## Exercise
For each record below, output its text exactly and skip any picture.

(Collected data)
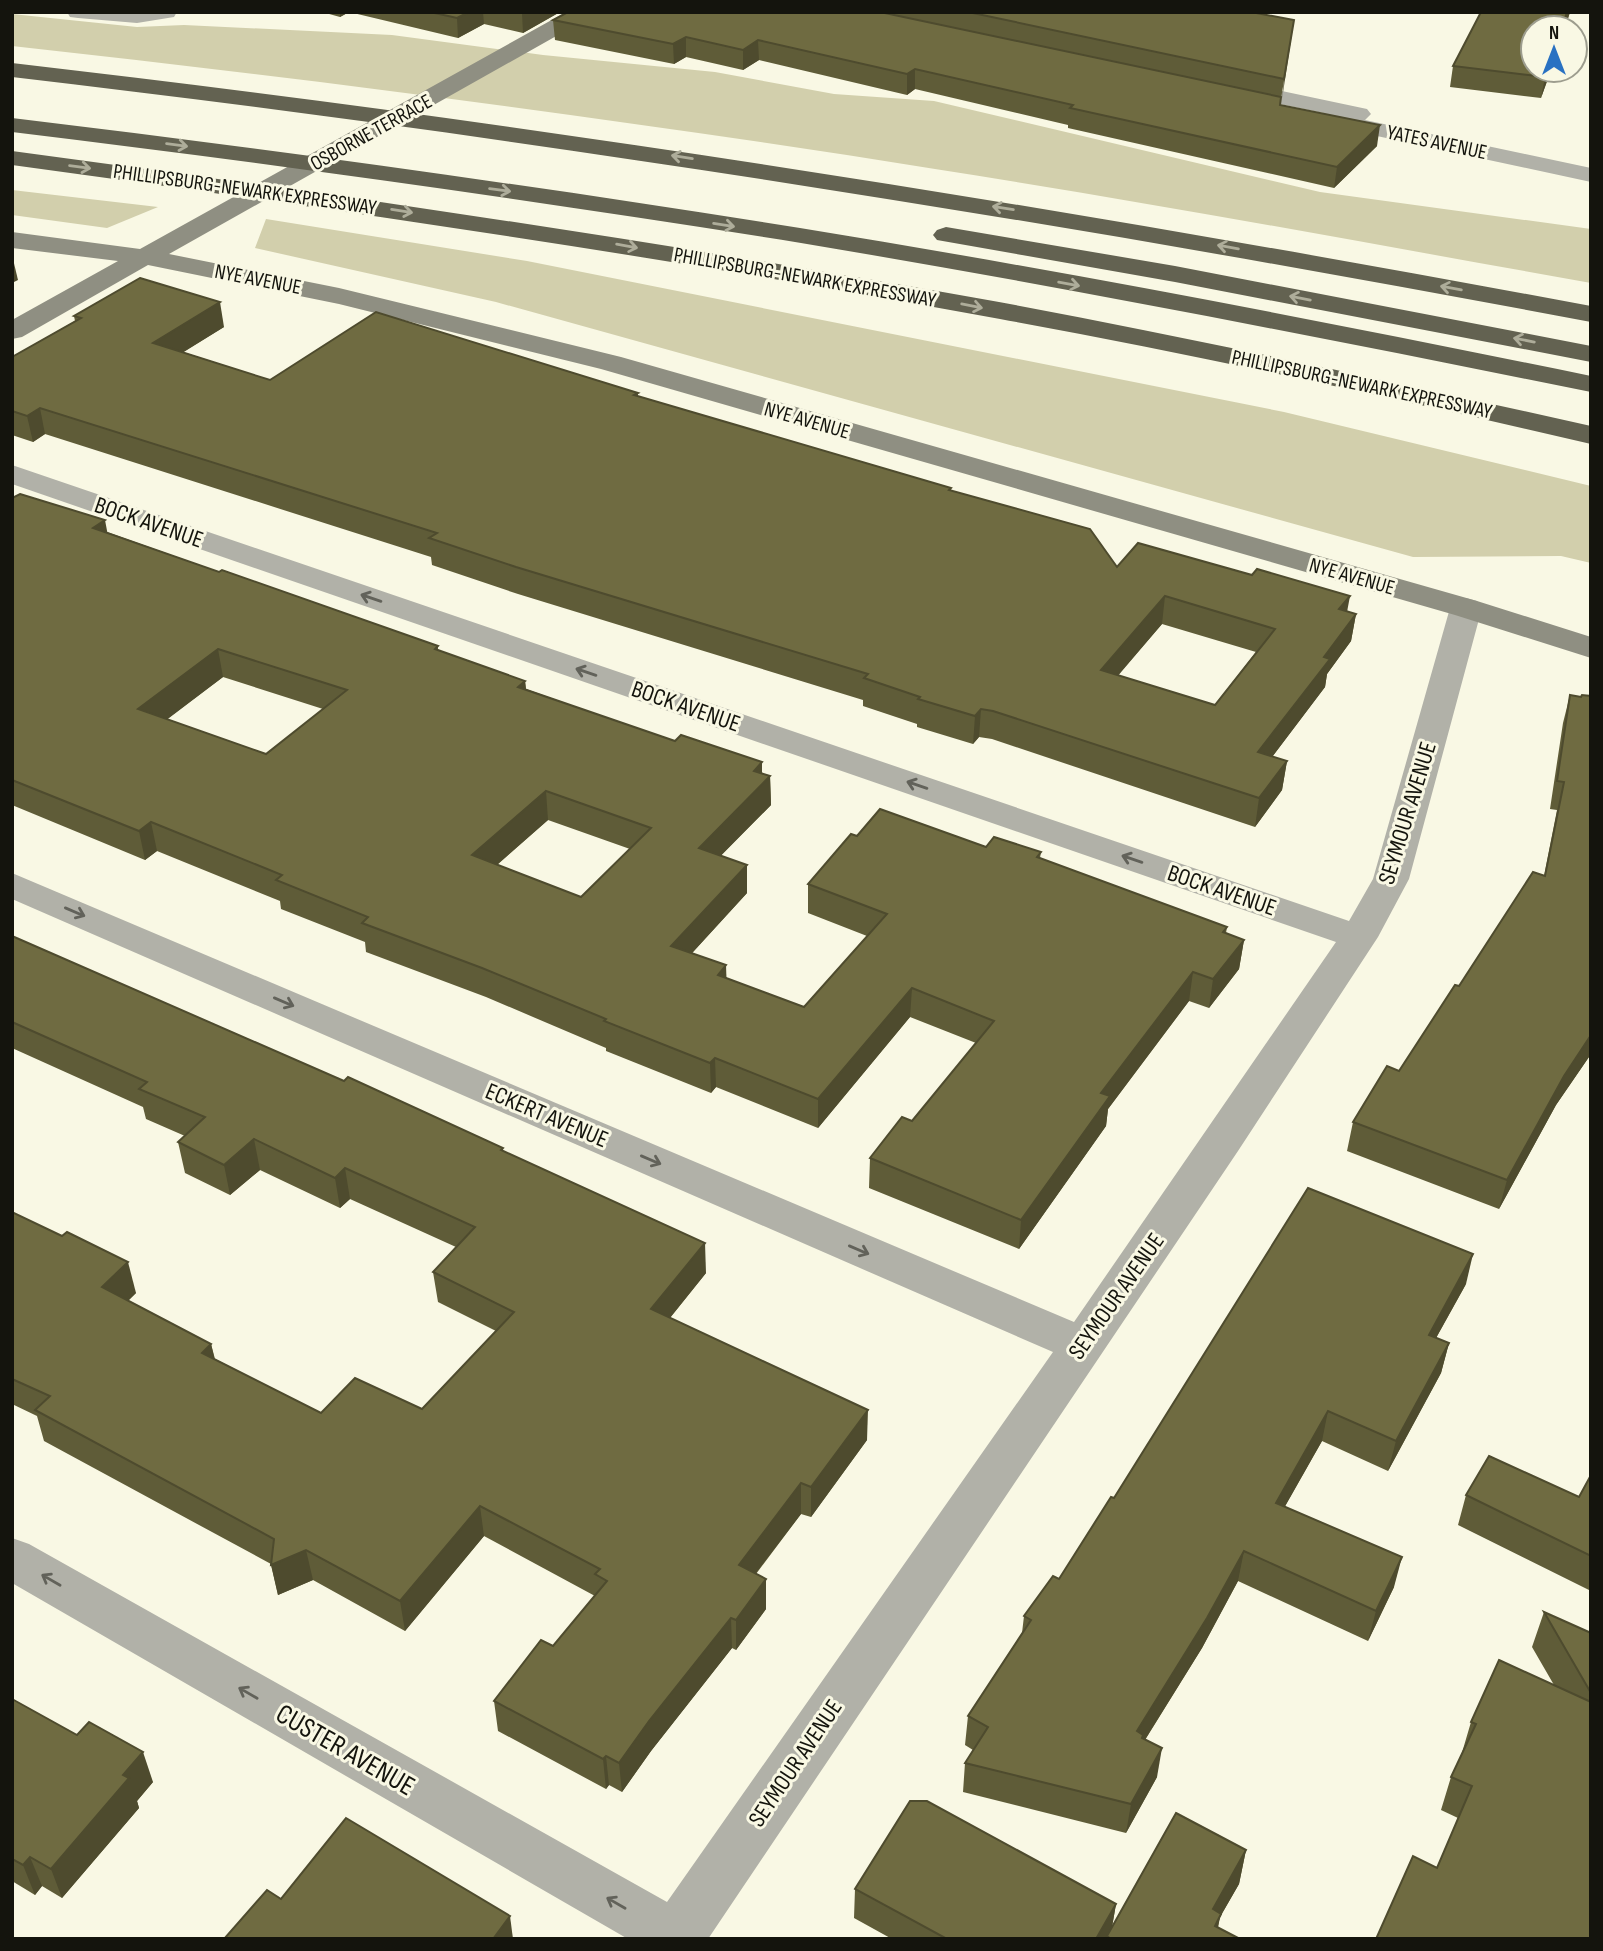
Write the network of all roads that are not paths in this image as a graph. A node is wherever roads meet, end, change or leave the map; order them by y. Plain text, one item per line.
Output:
1 (78, 12) edge
2 (582, 12) edge
3 (158, 14) edge
4 (12, 70) edge
5 (12, 125) edge
6 (310, 138) dead end
7 (389, 149) dead end
8 (12, 158) edge
9 (1591, 163) edge
10 (1591, 175) edge
11 (918, 230) dead end
12 (12, 240) edge
13 (146, 257) junction
14 (1591, 314) edge
15 (12, 331) edge
16 (1591, 354) edge
17 (1591, 384) edge
18 (1591, 435) edge
19 (12, 474) edge
20 (1466, 608) junction
21 (1591, 648) edge
22 (12, 885) edge
23 (1359, 937) junction
24 (1082, 1345) junction
25 (12, 1558) edge
26 (676, 1938) edge

1 - 3 street
2 - 13 street, OSBORNE TERRACE
14 -> 4 highway
5 -> 17 highway, PHILLIPSBURG-NEWARK EXPRESSWAY
6 - 7 highway
8 -> 18 highway, PHILLIPSBURG-NEWARK EXPRESSWAY
9 - 10 street, YATES AVENUE
16 -> 11 highway
12 - 13 street, NYE AVENUE
13 - 15 street, OSBORNE TERRACE
13 - 20 street, NYE AVENUE
23 -> 19 street, BOCK AVENUE
20 - 21 street, NYE AVENUE
20 - 23 street, SEYMOUR AVENUE
22 -> 24 street, ECKERT AVENUE
23 - 24 street, SEYMOUR AVENUE
24 - 26 street, SEYMOUR AVENUE
26 -> 25 street, CUSTER AVENUE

## Task result
Write the network of all roads that are not paths in this image as a graph. A node is wherever roads meet, end, change or leave the map; order them by y. Plain text, one item per line.
Output:
1 (78, 12) edge
2 (582, 12) edge
3 (158, 14) edge
4 (12, 70) edge
5 (12, 125) edge
6 (310, 138) dead end
7 (389, 149) dead end
8 (12, 158) edge
9 (1591, 163) edge
10 (1591, 175) edge
11 (918, 230) dead end
12 (12, 240) edge
13 (146, 257) junction
14 (1591, 314) edge
15 (12, 331) edge
16 (1591, 354) edge
17 (1591, 384) edge
18 (1591, 435) edge
19 (12, 474) edge
20 (1466, 608) junction
21 (1591, 648) edge
22 (12, 885) edge
23 (1359, 937) junction
24 (1082, 1345) junction
25 (12, 1558) edge
26 (676, 1938) edge

1 - 3 street
2 - 13 street, OSBORNE TERRACE
14 -> 4 highway
5 -> 17 highway, PHILLIPSBURG-NEWARK EXPRESSWAY
6 - 7 highway
8 -> 18 highway, PHILLIPSBURG-NEWARK EXPRESSWAY
9 - 10 street, YATES AVENUE
16 -> 11 highway
12 - 13 street, NYE AVENUE
13 - 15 street, OSBORNE TERRACE
13 - 20 street, NYE AVENUE
23 -> 19 street, BOCK AVENUE
20 - 21 street, NYE AVENUE
20 - 23 street, SEYMOUR AVENUE
22 -> 24 street, ECKERT AVENUE
23 - 24 street, SEYMOUR AVENUE
24 - 26 street, SEYMOUR AVENUE
26 -> 25 street, CUSTER AVENUE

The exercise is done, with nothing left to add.